--- START ---

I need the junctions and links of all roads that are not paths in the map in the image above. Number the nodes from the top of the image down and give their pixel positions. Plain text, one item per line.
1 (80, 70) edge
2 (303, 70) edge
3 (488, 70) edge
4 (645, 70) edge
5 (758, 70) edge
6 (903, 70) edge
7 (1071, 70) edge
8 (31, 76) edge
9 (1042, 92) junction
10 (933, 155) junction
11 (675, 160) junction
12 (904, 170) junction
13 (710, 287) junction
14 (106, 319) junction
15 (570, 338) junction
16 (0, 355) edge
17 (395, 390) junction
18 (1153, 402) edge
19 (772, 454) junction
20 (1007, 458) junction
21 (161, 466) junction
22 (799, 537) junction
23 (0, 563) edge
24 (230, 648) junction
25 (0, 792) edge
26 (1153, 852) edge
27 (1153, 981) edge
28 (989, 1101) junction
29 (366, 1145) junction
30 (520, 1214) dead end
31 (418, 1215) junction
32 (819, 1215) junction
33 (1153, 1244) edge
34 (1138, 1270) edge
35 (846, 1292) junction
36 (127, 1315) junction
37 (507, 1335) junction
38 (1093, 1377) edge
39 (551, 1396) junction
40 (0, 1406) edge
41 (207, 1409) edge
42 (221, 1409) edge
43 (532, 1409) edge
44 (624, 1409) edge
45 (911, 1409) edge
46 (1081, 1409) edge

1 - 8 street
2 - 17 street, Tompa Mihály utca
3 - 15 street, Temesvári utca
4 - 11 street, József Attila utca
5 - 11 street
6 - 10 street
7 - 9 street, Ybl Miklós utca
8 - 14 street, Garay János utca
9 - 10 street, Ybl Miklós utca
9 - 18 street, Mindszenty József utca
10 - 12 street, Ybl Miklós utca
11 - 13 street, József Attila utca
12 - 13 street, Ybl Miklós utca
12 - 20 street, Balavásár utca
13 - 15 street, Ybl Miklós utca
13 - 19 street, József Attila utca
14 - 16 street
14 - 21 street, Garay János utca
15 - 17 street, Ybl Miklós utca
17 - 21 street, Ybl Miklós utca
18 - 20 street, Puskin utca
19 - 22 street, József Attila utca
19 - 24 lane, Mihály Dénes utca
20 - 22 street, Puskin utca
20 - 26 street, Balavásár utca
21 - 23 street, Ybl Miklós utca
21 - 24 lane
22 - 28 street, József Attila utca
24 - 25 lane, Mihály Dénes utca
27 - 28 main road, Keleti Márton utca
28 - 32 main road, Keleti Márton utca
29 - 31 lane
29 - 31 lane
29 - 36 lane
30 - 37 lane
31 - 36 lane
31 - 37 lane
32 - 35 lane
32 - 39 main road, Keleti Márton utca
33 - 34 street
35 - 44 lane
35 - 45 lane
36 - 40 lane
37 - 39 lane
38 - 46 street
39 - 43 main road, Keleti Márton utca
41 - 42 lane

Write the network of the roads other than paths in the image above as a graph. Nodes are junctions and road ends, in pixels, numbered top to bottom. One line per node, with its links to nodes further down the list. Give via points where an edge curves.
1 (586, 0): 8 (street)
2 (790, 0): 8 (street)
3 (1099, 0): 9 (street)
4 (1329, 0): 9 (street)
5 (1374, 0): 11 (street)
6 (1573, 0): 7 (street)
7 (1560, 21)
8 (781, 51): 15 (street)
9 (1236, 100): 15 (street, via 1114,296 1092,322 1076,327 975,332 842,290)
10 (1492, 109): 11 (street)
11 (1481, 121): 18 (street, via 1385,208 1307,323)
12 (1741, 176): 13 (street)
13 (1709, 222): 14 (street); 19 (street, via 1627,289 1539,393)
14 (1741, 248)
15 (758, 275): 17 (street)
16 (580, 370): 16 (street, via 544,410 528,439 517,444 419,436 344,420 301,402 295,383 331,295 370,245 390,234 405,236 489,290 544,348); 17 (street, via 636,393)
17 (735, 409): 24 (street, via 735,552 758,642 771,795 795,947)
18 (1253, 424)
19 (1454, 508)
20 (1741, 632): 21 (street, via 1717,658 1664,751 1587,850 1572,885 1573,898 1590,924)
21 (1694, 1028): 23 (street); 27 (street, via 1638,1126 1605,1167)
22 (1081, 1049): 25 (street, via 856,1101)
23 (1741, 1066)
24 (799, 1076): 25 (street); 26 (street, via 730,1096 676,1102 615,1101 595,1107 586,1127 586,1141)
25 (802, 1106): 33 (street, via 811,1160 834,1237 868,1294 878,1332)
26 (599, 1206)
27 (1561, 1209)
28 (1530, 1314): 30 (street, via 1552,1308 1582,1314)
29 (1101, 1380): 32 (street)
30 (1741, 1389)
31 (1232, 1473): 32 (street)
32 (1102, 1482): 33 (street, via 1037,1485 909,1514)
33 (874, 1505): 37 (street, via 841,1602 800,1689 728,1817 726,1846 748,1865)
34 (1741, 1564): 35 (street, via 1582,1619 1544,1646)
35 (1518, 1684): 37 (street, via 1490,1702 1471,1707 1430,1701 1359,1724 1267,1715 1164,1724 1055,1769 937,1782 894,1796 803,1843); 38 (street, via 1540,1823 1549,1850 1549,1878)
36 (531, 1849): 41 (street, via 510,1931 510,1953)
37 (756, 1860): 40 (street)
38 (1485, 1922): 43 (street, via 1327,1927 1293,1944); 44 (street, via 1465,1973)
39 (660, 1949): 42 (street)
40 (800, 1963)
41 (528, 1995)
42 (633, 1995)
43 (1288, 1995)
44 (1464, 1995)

--- END ---

The string "junctions" marks the lines to copy; report each of them from the data above.

> Written answer:
I need the junctions and links of all roads that are not paths in the map in the image above. Number the nodes from the top of the image down and give their pixel positions. Plain text, one item per line.
Write the network of the roads other than paths in the image above as a graph. Nodes are junctions and road ends, in pixels, numbered top to bottom. One line per node, with its links to nodes further down the list. Give via points where an edge curves.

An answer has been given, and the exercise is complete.